*** Opening of Input data ***

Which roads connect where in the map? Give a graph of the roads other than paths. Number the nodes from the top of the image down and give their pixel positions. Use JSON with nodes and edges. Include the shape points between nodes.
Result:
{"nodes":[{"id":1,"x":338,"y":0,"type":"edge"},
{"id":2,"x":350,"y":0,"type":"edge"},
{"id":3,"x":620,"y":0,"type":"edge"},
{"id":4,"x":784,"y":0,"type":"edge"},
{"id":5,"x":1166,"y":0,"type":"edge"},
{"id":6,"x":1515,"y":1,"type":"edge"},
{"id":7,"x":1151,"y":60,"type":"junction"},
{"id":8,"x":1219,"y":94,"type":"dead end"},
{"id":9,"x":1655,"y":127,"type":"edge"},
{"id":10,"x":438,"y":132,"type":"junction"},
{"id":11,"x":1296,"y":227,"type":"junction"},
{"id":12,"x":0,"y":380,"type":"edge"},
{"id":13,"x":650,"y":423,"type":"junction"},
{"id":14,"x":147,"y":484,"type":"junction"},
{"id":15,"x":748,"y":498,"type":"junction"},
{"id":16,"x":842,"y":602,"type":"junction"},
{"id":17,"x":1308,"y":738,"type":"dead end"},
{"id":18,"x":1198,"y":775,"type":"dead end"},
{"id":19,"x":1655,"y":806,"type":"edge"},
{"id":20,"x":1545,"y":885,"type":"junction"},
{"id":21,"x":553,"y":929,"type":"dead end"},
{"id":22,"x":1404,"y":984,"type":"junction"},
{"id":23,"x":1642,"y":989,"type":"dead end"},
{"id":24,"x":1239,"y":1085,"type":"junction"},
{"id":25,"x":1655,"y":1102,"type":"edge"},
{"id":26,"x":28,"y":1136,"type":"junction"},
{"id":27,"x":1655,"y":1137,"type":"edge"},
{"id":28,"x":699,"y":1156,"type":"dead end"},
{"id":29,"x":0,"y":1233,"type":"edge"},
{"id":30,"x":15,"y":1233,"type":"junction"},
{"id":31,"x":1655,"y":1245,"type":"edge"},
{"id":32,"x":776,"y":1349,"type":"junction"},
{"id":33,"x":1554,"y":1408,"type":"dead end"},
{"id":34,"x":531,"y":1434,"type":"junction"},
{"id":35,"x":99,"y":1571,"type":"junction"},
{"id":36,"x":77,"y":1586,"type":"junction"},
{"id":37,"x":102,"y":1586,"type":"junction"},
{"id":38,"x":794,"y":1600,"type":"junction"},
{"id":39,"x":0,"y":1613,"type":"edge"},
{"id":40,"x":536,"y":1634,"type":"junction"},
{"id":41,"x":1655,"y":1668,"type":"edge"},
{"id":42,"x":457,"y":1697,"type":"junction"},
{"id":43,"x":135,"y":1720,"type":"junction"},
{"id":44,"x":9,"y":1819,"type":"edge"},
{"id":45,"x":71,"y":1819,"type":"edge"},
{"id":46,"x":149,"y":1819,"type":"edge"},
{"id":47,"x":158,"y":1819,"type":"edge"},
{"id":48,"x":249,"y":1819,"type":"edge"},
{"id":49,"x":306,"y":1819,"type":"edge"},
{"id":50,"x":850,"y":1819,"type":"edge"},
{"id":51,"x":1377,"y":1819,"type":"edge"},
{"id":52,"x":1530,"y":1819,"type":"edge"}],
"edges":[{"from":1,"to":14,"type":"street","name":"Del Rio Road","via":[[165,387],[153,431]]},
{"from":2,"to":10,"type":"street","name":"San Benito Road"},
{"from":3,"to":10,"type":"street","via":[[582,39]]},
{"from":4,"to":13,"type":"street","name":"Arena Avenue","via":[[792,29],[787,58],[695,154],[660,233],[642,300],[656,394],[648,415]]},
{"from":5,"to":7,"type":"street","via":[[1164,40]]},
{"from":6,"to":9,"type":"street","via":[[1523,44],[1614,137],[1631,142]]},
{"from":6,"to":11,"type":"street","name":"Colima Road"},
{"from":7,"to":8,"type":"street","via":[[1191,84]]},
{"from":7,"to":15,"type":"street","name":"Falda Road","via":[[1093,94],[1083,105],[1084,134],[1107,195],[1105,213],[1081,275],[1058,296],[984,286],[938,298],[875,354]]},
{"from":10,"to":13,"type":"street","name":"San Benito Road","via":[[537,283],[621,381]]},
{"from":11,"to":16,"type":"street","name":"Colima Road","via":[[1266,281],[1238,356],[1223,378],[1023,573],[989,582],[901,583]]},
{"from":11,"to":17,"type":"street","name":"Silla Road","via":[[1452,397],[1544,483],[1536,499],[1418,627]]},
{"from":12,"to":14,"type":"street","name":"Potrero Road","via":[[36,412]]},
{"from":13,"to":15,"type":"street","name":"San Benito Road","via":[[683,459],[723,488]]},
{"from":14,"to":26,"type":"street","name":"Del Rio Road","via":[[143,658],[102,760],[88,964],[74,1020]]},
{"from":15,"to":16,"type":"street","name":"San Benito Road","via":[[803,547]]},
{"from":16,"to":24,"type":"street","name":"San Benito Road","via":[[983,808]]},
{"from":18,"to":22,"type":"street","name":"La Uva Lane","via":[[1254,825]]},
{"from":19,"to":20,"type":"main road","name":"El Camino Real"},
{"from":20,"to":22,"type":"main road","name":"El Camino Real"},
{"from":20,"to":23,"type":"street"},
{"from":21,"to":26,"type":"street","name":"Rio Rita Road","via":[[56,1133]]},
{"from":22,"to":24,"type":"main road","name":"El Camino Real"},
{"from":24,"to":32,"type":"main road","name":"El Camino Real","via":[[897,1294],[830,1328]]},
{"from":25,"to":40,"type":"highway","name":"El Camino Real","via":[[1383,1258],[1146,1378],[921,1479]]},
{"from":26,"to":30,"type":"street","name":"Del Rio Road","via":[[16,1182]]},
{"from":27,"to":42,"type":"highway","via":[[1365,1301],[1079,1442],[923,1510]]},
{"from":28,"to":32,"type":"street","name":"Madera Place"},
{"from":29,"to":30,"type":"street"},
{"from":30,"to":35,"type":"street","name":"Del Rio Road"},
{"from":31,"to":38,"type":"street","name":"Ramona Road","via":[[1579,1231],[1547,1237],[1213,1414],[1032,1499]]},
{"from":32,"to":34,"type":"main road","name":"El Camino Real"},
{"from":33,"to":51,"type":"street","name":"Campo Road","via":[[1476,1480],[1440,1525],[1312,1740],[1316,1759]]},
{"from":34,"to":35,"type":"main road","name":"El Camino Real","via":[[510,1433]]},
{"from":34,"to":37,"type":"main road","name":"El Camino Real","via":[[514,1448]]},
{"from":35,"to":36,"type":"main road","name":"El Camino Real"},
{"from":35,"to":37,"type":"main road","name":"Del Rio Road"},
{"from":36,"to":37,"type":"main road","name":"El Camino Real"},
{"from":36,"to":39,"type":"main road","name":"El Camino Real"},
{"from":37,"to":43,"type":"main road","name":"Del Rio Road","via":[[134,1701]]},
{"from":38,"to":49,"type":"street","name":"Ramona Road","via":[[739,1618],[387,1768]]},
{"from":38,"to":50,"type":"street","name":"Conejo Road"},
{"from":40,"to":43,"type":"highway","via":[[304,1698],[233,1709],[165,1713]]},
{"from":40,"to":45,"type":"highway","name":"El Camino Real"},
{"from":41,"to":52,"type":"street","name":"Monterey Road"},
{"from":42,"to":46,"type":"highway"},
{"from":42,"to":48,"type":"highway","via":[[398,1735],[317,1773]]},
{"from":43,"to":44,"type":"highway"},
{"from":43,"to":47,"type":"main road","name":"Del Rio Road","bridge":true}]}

*** Close of Input data ***

Work instruction: Your reply should be one number: the count of lines above that hold the word "Real".

Answer space: 12